──────── DATA FOR THE TASK ────────

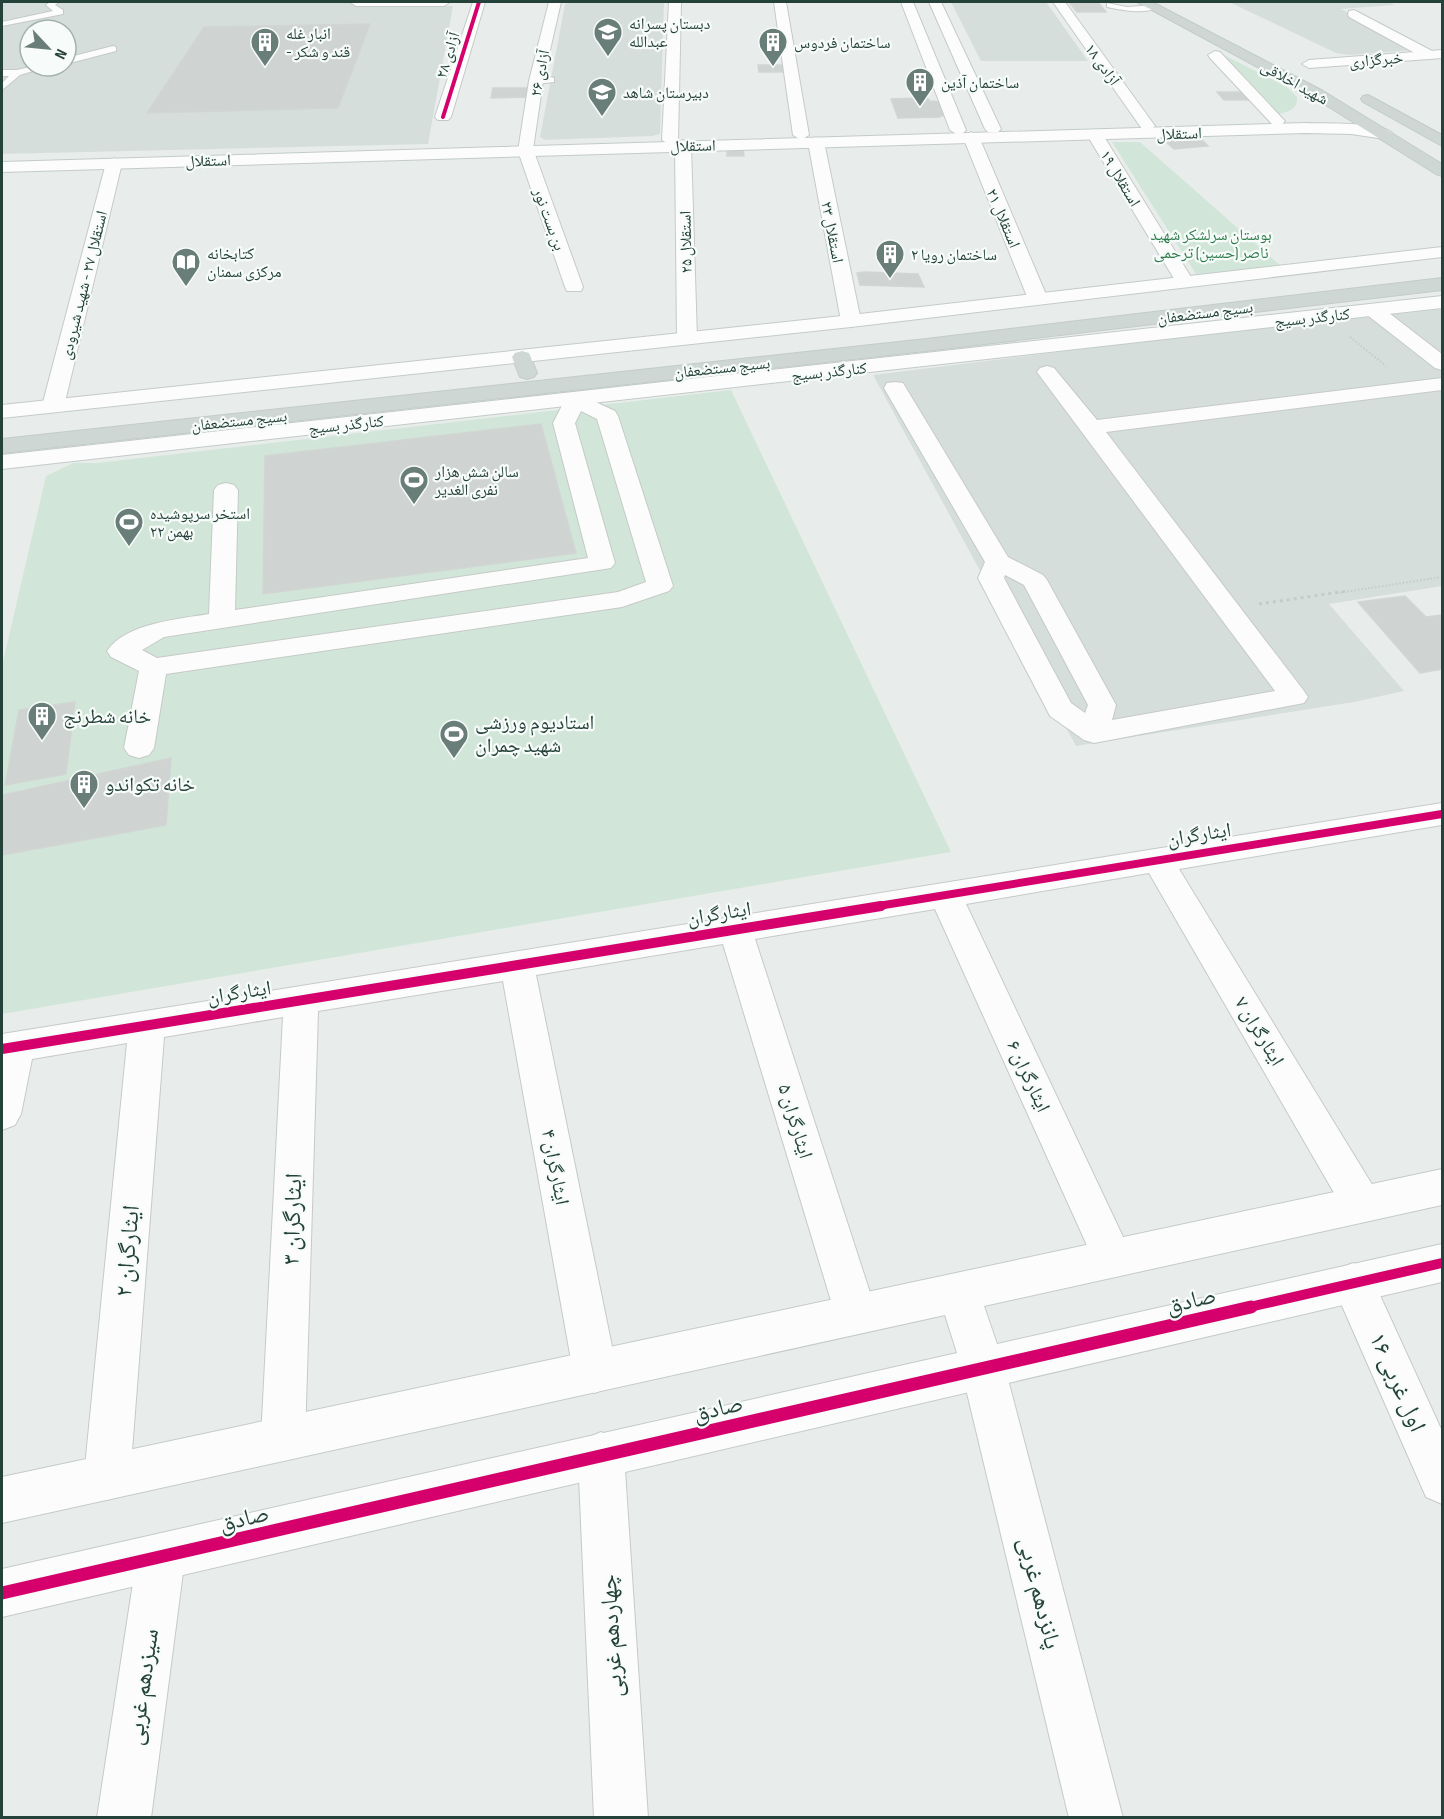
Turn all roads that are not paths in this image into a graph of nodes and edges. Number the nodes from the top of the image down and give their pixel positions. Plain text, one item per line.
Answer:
1 (55, 2) edge
2 (356, 2) edge
3 (444, 2) edge
4 (479, 2) edge
5 (675, 2) edge
6 (780, 2) edge
7 (907, 2) edge
8 (936, 2) edge
9 (1059, 2) edge
10 (1149, 4) edge
11 (1110, 5) dead end
12 (1178, 6) dead end
13 (557, 8) edge
14 (1354, 14) dead end
15 (1196, 15) dead end
16 (1181, 21) junction
17 (2, 24) edge
18 (113, 49) dead end
19 (1436, 54) edge
20 (1215, 55) dead end
21 (78, 58) edge
22 (1304, 62) joint
23 (2, 73) edge
24 (17, 73) joint
25 (1329, 76) dead end
26 (2, 87) edge
27 (1360, 94) dead end
28 (1311, 108) junction
29 (443, 117) dead end
30 (1277, 121) junction
31 (991, 125) junction
32 (1147, 126) junction
33 (1325, 128) junction
34 (961, 129) junction
35 (1385, 134) junction
36 (1095, 135) junction
37 (808, 139) junction
38 (1443, 141) edge
39 (677, 142) junction
40 (526, 148) junction
41 (308, 154) junction
42 (2, 161) edge
43 (114, 163) junction
44 (2, 167) edge
45 (1443, 171) edge
46 (1443, 252) edge
47 (1443, 272) edge
48 (1185, 282) junction
49 (1443, 284) edge
50 (574, 286) dead end
51 (1038, 299) junction
52 (1443, 302) edge
53 (1373, 310) junction
54 (850, 321) junction
55 (924, 337) junction
56 (687, 339) junction
57 (1443, 364) edge
58 (525, 365) junction
59 (1047, 372) dead end
60 (1443, 384) edge
61 (895, 388) dead end
62 (576, 399) junction
63 (53, 406) junction
64 (2, 412) edge
65 (1091, 427) junction
66 (2, 429) edge
67 (98, 444) junction
68 (2, 446) edge
69 (45, 458) junction
70 (2, 462) edge
71 (2, 481) edge
72 (226, 490) dead end
73 (998, 562) junction
74 (602, 563) junction
75 (660, 586) junction
76 (222, 621) junction
77 (153, 668) junction
78 (1094, 733) junction
79 (139, 748) dead end
80 (1443, 814) edge
81 (1157, 859) junction
82 (945, 894) junction
83 (735, 928) junction
84 (517, 964) junction
85 (302, 999) junction
86 (147, 1025) junction
87 (9, 1048) edge
88 (2, 1114) edge
89 (1443, 1187) edge
90 (1362, 1204) junction
91 (1113, 1258) junction
92 (1443, 1263) edge
93 (1353, 1283) junction
94 (958, 1292) junction
95 (856, 1314) junction
96 (983, 1368) junction
97 (595, 1371) junction
98 (283, 1439) junction
99 (601, 1455) junction
100 (107, 1477) junction
101 (1443, 1481) edge
102 (2, 1500) edge
103 (161, 1557) junction
104 (2, 1593) edge
105 (124, 1818) edge
106 (621, 1818) edge
107 (1096, 1818) edge

1 - 17 lane
2 - 3 street
4 - 29 street, آزادی ۲۸
5 - 39 street, استقلال ۲۵
6 - 37 street, استقلال ۲۳
7 - 34 street, استقلال ۲۱
8 - 31 street
9 - 32 street, آزادی ۱۸
10 - 11 lane
10 - 12 main road
10 - 16 main road, شهید اخلاقی
13 - 40 street, آزادی ۲۶
14 - 19 street
15 - 16 main road
16 - 28 main road, شهید اخلاقی
18 - 21 lane
19 - 22 street, خبرگزاری
20 - 30 street
22 - 25 main road, شهید اخلاقی
23 - 24 lane
24 - 26 lane
27 - 38 main road, شهید اخلاقی
28 - 30 street, استقلال
28 - 33 street
28 - 35 main road, شهید اخلاقی
30 - 32 street, استقلال
31 - 32 street, استقلال
31 - 34 street, استقلال
33 - 35 street, استقلال
33 - 36 street, استقلال
34 - 36 street, استقلال
34 - 37 street, استقلال
34 - 51 street, استقلال ۲۱
35 - 45 main road, شهید اخلاقی
36 - 48 street, استقلال ۱۹
37 - 39 street, استقلال
37 - 54 street, استقلال ۲۳
39 - 40 street, استقلال
39 - 40 street, استقلال
39 - 56 street, استقلال ۲۵
40 - 41 street, استقلال
40 - 50 street, بن بست نور
41 - 42 street, استقلال
41 - 43 street, استقلال
43 - 44 street, استقلال
43 - 63 street, استقلال ۲۷ - شهید شیرودی
46 - 48 street
47 - 55 main road, بسیج مستضعفان
48 - 51 street
49 - 55 main road, بسیج مستضعفان
51 - 54 street
52 - 53 street, کنارگذر بسیج
53 - 57 street
53 - 62 street, کنارگذر بسیج
54 - 56 street
55 - 58 main road, بسیج مستضعفان
55 - 67 main road, بسیج مستضعفان
56 - 58 street
58 - 63 street
58 - 66 main road, بسیج مستضعفان
59 - 65 street
60 - 65 street
61 - 73 street
62 - 67 street, کنارگذر بسیج
62 - 74 street
62 - 75 street
63 - 64 street
65 - 78 street
67 - 68 main road, بسیج مستضعفان
67 - 69 street, کنارگذر بسیج
69 - 70 street, کنارگذر بسیج
69 - 71 street
72 - 76 street
73 - 78 street
73 - 78 street
74 - 75 street
74 - 76 street
75 - 77 street
76 - 77 street
77 - 79 street
80 - 81 street, ایثارگران
81 - 82 street, ایثارگران
81 - 90 street, ایثارگران ۷
82 - 83 street, ایثارگران
82 - 91 street, ایثارگران ۶
83 - 84 street, ایثارگران
83 - 95 street, ایثارگران ۵
84 - 85 street, ایثارگران
84 - 97 street, ایثارگران ۴
85 - 86 street, ایثارگران
85 - 98 street, ایثارگران ۳
86 - 87 street, ایثارگران
86 - 100 street, ایثارگران ۲
87 - 88 street
89 - 90 street
90 - 91 street
91 - 94 street
92 - 93 street, صادق
93 - 96 street, صادق
93 - 101 street, ۱۶ اول غربی
94 - 95 street
94 - 96 street, پانزدهم غربی
95 - 97 street
96 - 99 street, صادق
96 - 107 street, پانزدهم غربی
97 - 98 street
98 - 100 street
99 - 103 street, صادق
99 - 106 street, چهاردهم غربی
100 - 102 street
103 - 104 street, صادق
103 - 105 street, سیزدهم غربی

────────

Report every line of the preceding listing where the string "غربی" occurs.

93 - 101 street, ۱۶ اول غربی
94 - 96 street, پانزدهم غربی
96 - 107 street, پانزدهم غربی
99 - 106 street, چهاردهم غربی
103 - 105 street, سیزدهم غربی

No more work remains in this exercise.